The optimial solution is never simulated (about search)
The opt that was simulated is not selected (about estimation)
The one selected is not well estimated (about estimation)

Optimality Conditions

are needed to 1) ensure the correctness of the algo; 2) define the stopping criteria
for constrain free non-linear optimization, we stop at a settle point
for integer optimization, we check the gap between LB and UB
here for SBO, it's difficult because:
- the cost of solution g(x) can only be estimated
- no structural info can be used to prune solution zone
- complete enumeration of the solution space is often computationally intractable

Different scenarios depending on the solution space size:

Small. Less than hundreds of candidate. The key is then how to well estimate all solutions and return the best. Practically we analyze the Probability of Selection Correctness. (PSC). Algo stops til $P(x^* \in \Theta^*) \geq 1-\alpha$ where x* is the selected best solution.
Large.
- Impossible to simulation all candidates. The idea is then to find a "good enough" solution, which means that x* is among the t-best solutions, with a certain probability. $P(|T\cap X|\geq 1) \geq 1-\alpha$ . This is used in ordinal optimization
- Or, choose methods with globally convergence ( $\lim_{m \rightarrow \infty}P (x^* \in \Theta^*) \rightarrow 1$ ) or locally convergence ( $\lim_{m \rightarrow \infty}P (x^* \in \mathcal L) \rightarrow 1$ ) guarantee. $\mathcal{L}$ is the set of all local optimums depending on the definition of neighborhood structure. Local optimum can be tested statistically by controling the type1 and type2 error. Because a neighborhood is often not large.
- Hypothesis testing: if the hypothesis is right, what's the probabilty of our observation? This is a proof by contradiction, emphasizing the rejection instead of the acceptance.
- （Meta）heuristics often found in commertial solvers. These algorithms work well for difficult deterministic integer programs, and they are somewhat tolerant of sampling variabilities. However, they typically do not satisfy any optimality conditions for DOvS problems and may be misled by sampling variabilities.

Ranking and Selection

Two formulations are concerned:

indifferent zone formulation (IZF)
bayesian formulation (BF)

IZF (Frequentist)

Assume $g(x_1)+\delta=g(x_2)=g(x_3)...$ which is the most difficult case. The objective is to find x1 which is at least $\delta$ -better than all the others.

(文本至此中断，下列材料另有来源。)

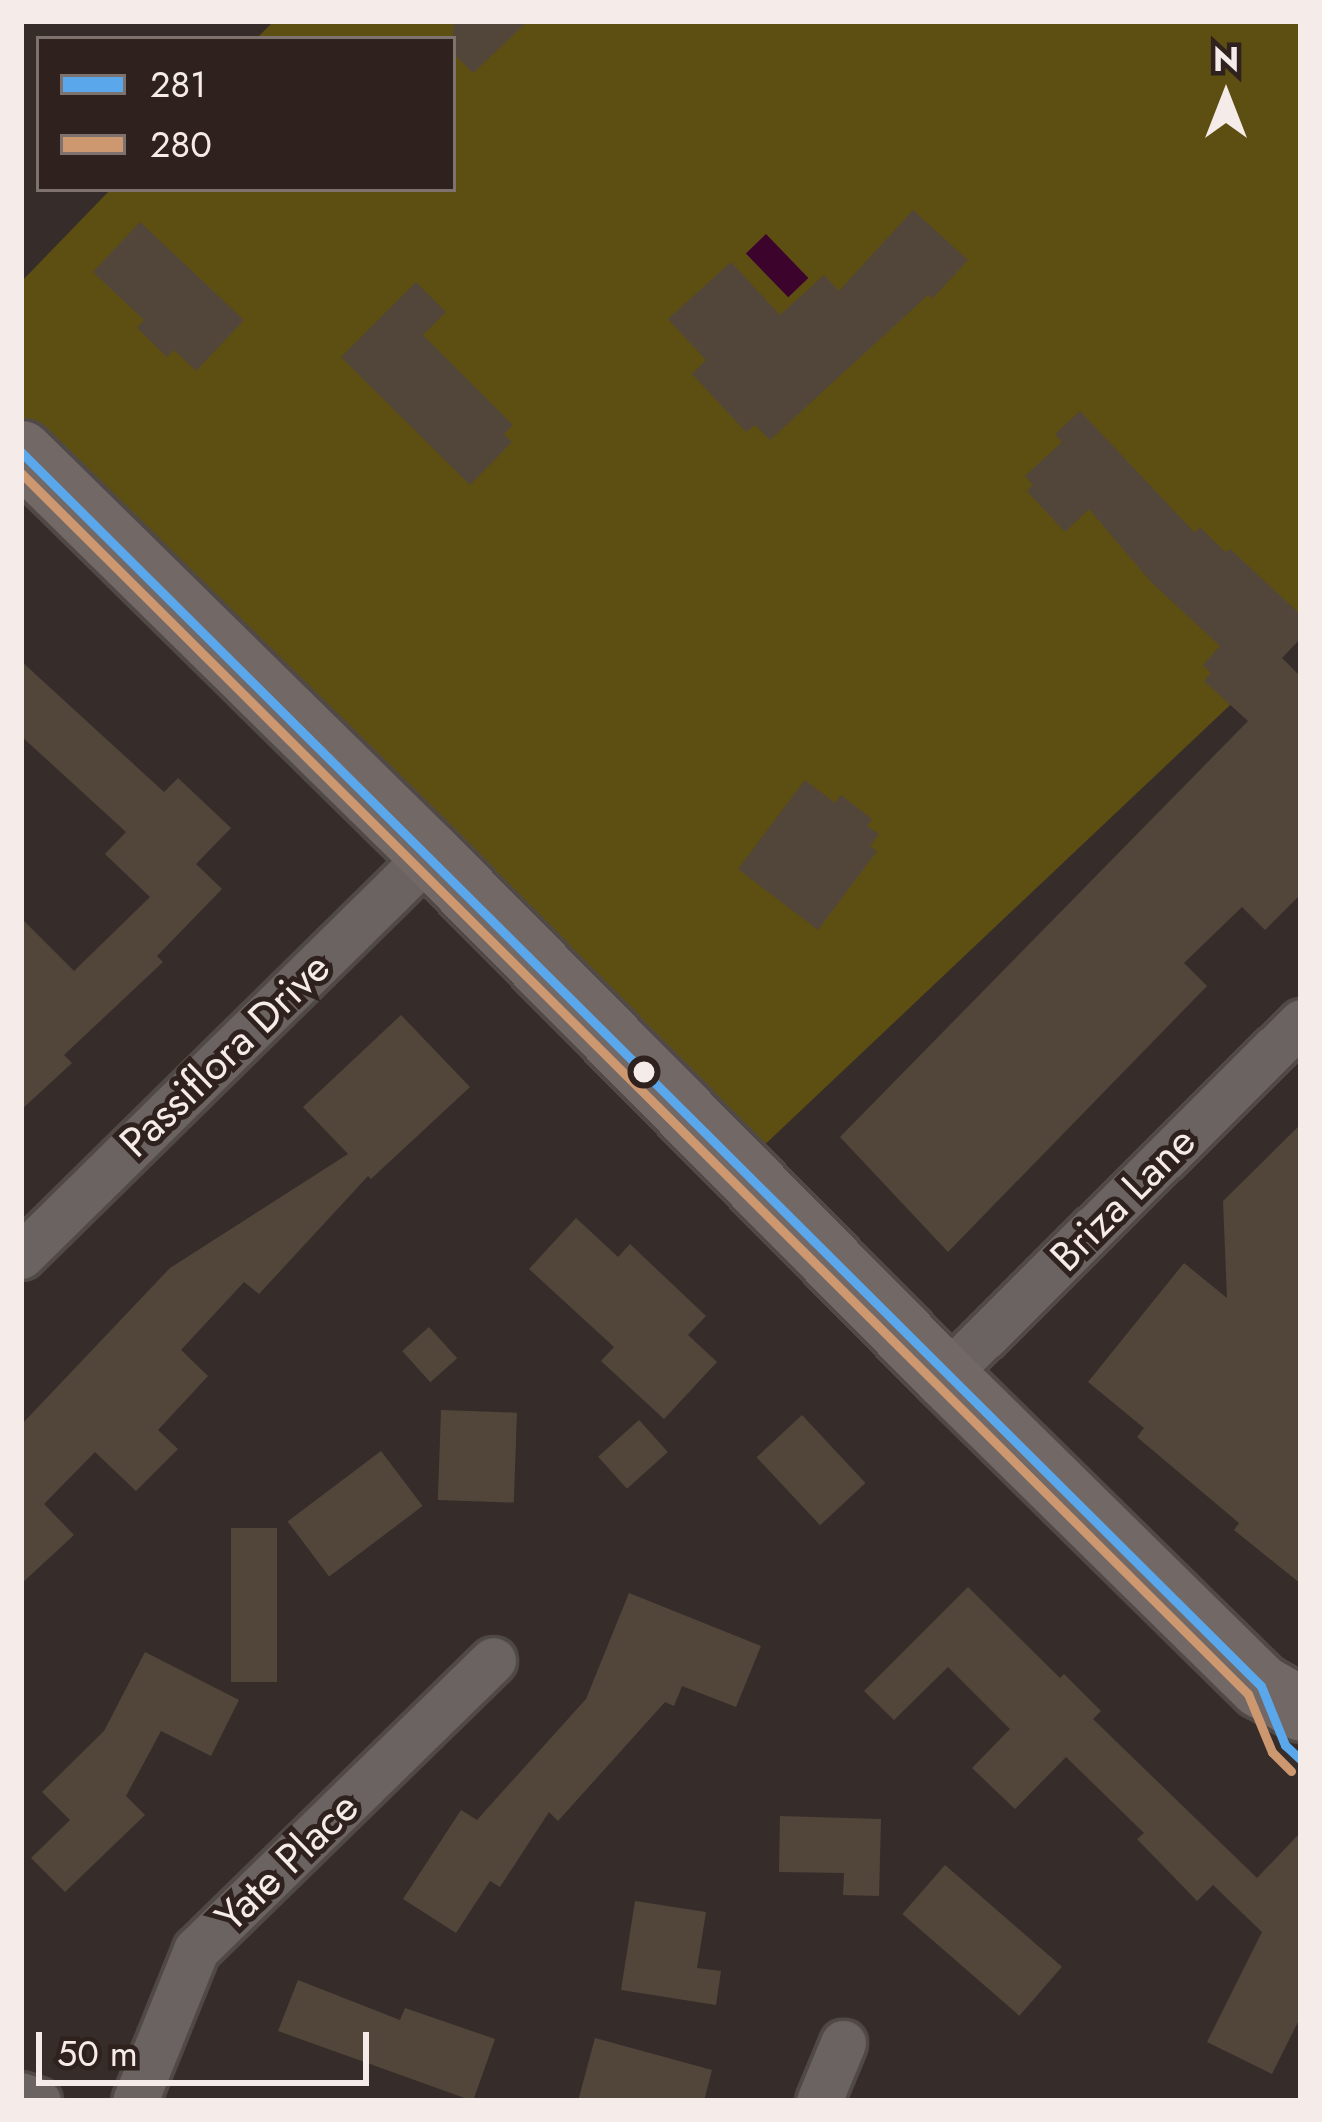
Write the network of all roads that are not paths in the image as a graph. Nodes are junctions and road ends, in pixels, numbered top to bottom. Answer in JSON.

Bachhofer's procedure: assume estimation variance $\sigma_1^2=\sigma_2^2=...$ , Bachhofer decides the number of replications to estimate each solution. Then it suffices to chooses the best one based on the sample mean.
Paulson's procedure: filter progressively. At each iteration: take one observation of each solution, calculate the sample mean, and filter out some bad solutions. This is more efficient than Bachhofer's since a large number of solutions may be filtered out at early stages.
Gupta's procedure (subset selection): similar to 1 and 2. Returning a set of solutions and guarantee that $P(x_1 \in I) \geq 1-\alpha$

Based on the principle of the above 3 procedures, further procedures include:

NSGS: a two-stage procedure. Compute a initial sample mean, then according to the variance of estimations, decide the amount of extra replications to make. Finally select the best.
KN: contrast to NSGS, this is not a two-stage procedure but a iterative one, adding replications progressively.

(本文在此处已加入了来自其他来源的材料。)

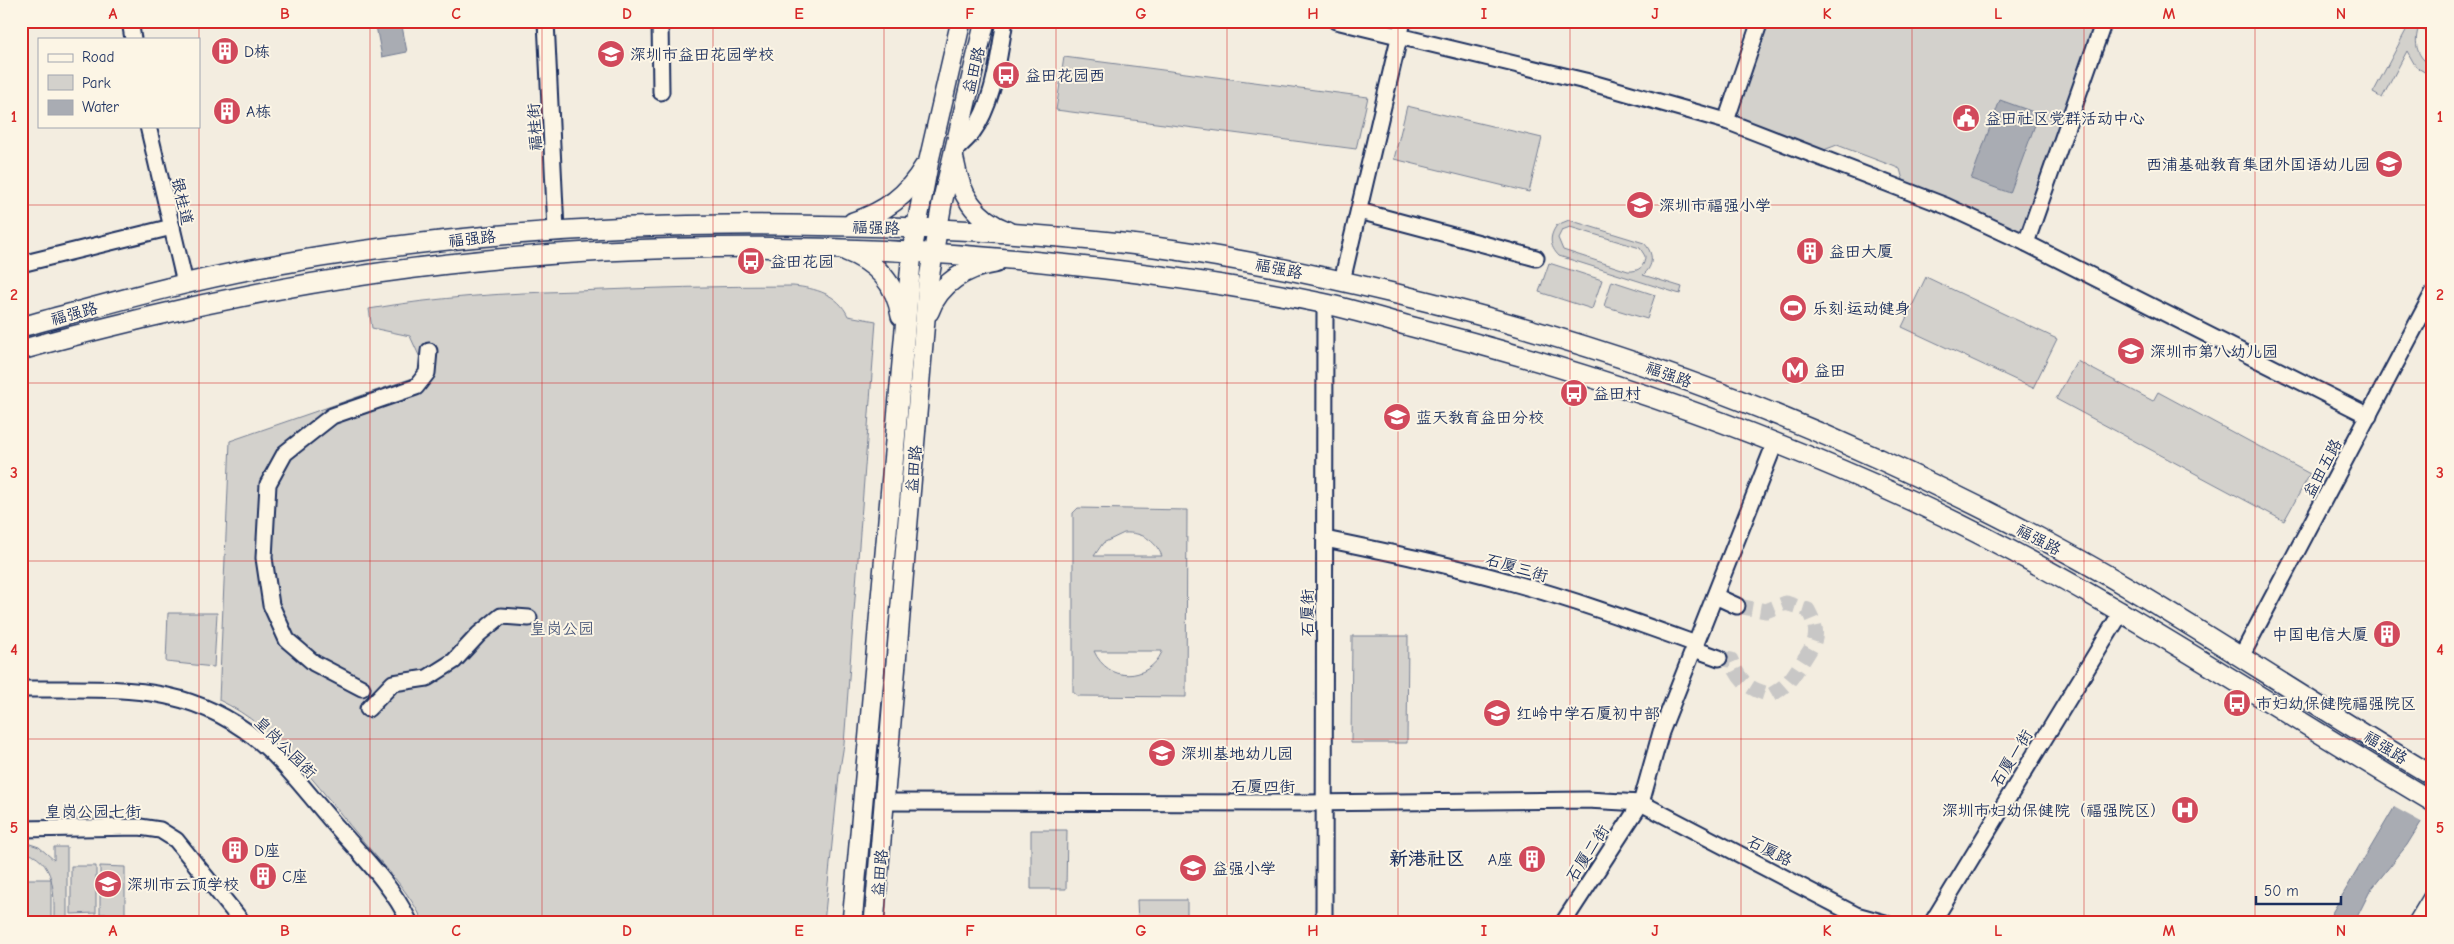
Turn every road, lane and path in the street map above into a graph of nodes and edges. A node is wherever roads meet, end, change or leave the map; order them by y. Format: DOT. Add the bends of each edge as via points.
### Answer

BF (Bayesian) (Does not provide PSC guarantees)

Used when prior information is available.

Helps to choose the next solution to explore, based on prior information and previous sample results, and also the simulation budgets. This involves a MDP problem and can be possibly solved by ADP/RL.

Generic Bayes Procedure: basicly a RL procedure: Simulation (state)->Choose the next solution (action)->loop
Since it's hard to find the optimal Actor, some heuristics are proposed:
1. OCBA (Optimal Computing Budget Allocation)
2. EVI (Expected Value of Information)
3. KG (Knowledge Gradient)

Conclusion

Brankle et al. found that no R&S procedure is dominent in all situations. (thousands of pb structures tested). BF is often more efficient in terms of nb of samples, but it doesn't provide correct-selection optimality guarantee like frequentist does.

Ordinal Optimization (OO)

When the solution space is large, OO proposes "sofe optimization", which selects a subset S from $\Theta$ and limit the analysis to S. We are interested in the probability that $P(|T\cap X|\geq l) \geq 1-\alpha$ , where T is the set of top t solutions in the whole space. is called the alignment level and the probability is alignment probability.

Two basic idea behind OO:

Estimating the order between solutions is much easier than estimating obj values
Acception good enough solutions leads to exponential reduction in computational burden

OO is more an analysis than new algorithm, the procedure will be:

First determine the AP (alignment probability)
Then that will determine the cardinality of subset $S\subset\Theta$
Then just run R&S and you got the guarantee that the solution is among the top t.

In practical i don't think this is so interesting, since it just tells you that, the larger is, the better.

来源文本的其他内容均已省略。